Ces dernières années, on a été confrontés à des actes antisémites particulièrement odieux et j’entends encore des hommes et des femmes de progrès, d’un âge plus avancé que le mien, me dire chaque fois : « Avant, on aurait fait une manifestation, un rassemblement… » De ce point de vue, il faut se réjouir de l’initiative commune prise pour exprimer avec netteté l’absolu refus de l’antisémitisme. « Enfin ! » serait-on tenté de dire. Il ne suffit pas d’afficher ici ou là la Déclaration des droits de l’homme et du citoyen et son article 10 (« Nul ne doit être inquiété pour ses opinions, même religieuses ») ou de proclamer la France, république laïque (ce qui implique liberté de conscience et égalité des citoyennes et citoyens, quelles que soient leurs options religieuses ou philosophiques). Il faut faire vivre ces principes et entrer dans l’arène quand le loup y montre les dents.

Hélas, dans un contexte où la droite et, de plus en plus, le pouvoir macronien tentent de construire leur avenir politique en excitant les questions identitaires (comment fracturer cette si large majorité de Français qui veulent rétablir l’ISF ? telle n’est pas la moindre des questions pour ces gens-là…), on est en droit de douter de la sincérité de quelques parties prenantes.

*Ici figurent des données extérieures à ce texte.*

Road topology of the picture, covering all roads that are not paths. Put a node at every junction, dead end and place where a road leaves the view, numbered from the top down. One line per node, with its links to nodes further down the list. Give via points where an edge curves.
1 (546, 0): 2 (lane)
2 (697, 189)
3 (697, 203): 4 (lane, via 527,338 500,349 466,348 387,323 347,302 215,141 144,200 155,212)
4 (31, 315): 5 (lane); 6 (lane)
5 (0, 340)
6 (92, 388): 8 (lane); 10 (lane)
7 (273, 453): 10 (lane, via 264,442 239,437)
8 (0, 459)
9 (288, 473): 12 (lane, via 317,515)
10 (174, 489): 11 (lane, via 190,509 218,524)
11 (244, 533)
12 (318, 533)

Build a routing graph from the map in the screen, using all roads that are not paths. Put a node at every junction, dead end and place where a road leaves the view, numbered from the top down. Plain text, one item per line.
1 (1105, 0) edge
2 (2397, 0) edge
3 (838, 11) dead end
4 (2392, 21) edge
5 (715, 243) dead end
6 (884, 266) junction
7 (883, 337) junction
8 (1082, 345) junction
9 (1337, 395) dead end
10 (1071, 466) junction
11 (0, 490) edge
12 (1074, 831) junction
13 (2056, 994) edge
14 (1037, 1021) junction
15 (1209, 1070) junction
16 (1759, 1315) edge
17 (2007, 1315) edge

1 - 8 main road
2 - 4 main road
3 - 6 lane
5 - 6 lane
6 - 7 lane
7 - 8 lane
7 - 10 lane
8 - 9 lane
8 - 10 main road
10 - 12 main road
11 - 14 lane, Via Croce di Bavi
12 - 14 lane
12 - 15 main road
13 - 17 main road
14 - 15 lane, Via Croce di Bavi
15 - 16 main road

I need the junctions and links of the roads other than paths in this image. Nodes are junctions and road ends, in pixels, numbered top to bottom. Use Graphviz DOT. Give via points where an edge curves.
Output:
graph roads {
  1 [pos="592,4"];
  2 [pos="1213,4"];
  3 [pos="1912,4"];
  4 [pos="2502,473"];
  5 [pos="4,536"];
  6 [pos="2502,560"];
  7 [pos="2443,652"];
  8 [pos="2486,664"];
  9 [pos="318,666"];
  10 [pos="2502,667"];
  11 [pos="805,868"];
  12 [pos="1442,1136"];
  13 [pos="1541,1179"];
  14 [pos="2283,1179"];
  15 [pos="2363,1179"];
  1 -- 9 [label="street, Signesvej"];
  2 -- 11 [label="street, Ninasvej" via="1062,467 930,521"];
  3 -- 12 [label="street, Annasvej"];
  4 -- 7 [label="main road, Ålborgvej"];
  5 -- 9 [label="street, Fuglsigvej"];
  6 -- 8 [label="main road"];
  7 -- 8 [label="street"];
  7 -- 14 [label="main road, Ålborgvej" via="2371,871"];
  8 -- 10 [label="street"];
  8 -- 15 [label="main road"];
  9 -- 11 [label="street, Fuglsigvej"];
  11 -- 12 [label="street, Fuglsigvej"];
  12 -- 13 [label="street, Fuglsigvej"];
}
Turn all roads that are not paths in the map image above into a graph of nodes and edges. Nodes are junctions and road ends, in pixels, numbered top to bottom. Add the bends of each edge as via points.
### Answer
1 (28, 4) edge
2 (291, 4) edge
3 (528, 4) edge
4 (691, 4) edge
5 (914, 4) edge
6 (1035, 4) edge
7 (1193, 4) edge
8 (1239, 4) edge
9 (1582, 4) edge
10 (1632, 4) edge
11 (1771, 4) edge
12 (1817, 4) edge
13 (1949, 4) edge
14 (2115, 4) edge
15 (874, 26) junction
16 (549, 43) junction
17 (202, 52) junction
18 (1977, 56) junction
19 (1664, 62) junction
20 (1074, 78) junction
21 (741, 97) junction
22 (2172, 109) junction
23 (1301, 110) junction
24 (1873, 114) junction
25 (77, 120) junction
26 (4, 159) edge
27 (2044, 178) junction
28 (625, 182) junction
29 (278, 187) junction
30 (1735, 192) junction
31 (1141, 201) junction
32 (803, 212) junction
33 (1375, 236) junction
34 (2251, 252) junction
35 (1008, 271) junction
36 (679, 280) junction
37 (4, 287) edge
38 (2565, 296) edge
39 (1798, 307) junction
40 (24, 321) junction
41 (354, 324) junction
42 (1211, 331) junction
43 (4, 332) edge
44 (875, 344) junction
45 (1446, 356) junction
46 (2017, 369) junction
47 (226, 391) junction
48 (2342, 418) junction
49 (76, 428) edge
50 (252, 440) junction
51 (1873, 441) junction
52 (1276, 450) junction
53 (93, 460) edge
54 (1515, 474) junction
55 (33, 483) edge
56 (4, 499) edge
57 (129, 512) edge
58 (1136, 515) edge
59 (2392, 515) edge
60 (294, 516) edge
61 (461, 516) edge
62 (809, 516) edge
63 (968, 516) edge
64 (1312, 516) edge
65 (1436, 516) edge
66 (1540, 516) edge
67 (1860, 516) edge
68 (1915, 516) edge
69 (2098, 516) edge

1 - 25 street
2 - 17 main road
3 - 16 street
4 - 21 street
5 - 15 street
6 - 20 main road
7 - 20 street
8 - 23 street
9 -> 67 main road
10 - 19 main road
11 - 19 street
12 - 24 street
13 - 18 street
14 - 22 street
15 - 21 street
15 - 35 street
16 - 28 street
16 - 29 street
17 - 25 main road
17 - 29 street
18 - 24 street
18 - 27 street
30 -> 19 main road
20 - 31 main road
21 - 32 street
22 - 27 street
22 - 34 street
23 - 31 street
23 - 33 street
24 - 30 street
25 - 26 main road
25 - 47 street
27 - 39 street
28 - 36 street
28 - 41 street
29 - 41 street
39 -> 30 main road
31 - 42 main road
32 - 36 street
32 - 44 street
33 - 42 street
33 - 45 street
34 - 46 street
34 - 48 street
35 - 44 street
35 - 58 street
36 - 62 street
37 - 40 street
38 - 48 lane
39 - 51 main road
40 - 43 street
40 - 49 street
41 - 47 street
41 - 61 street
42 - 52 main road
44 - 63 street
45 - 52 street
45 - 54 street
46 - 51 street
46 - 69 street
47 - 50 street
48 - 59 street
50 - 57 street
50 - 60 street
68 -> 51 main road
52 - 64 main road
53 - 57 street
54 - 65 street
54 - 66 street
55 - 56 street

« Notre tâche n’est ni d’opposer ces profondes blessures ni d’en oublier ; elle est de les combattre toutes et de nourrir une dynamique qui les fasse toutes reculer »

Reste que ce rempart contre l’antisémitisme, sans naïveté mais sans faiblesse, est à consolider, surélever et étendre. Consolider car « rien n’est jamais acquis à l’homme ». Surélever car l’antisémitisme humilie, blesse et tue dans notre pays et le statu quo n’est pas tolérable. Étendre enfin car cette très nécessaire manifestation contre l’antisémitisme appelle immanquablement pareilles mobilisations contre toutes les formes de racisme. Cet aspect est extrêmement important. Primo, on voit trop bien ce qu’entraîne la chansonnette du « deux poids, deux mesures » : cela met en danger la vie et la sécurité de nombreux juifs qui apparaissent comme « protégés du système ». Secundo, alors qu’on essaie de faire jouer telle forme de racisme contre telle autre, il faut regarder (encore) ces chiffres de la CNCDH : toutes les courbes (actes antisémites, antimusulmans, racistes…) vont du même pas. Autrement dit, pour faire reculer l’antisémitisme, il faut faire reculer le racisme en général, la pensée dans les termes épouvantables et absurdes de la « race ». Et réciproquement. Tertio, c’est évidemment une exigence profonde pour toutes celles et tous ceux dont la vie même semble chaque jour taguée sans qu’on semble s’en émouvoir.
Notre tâche n’est ni d’opposer ces profondes blessures ni d’en oublier ; elle est de les combattre toutes et de nourrir une dynamique qui les fasse toutes reculer. À nous de faire en sorte que cette première mobilisation salutaire soit suivie d’autres.

Guillaume Roubaud-Quashie, directeur de Cause commune.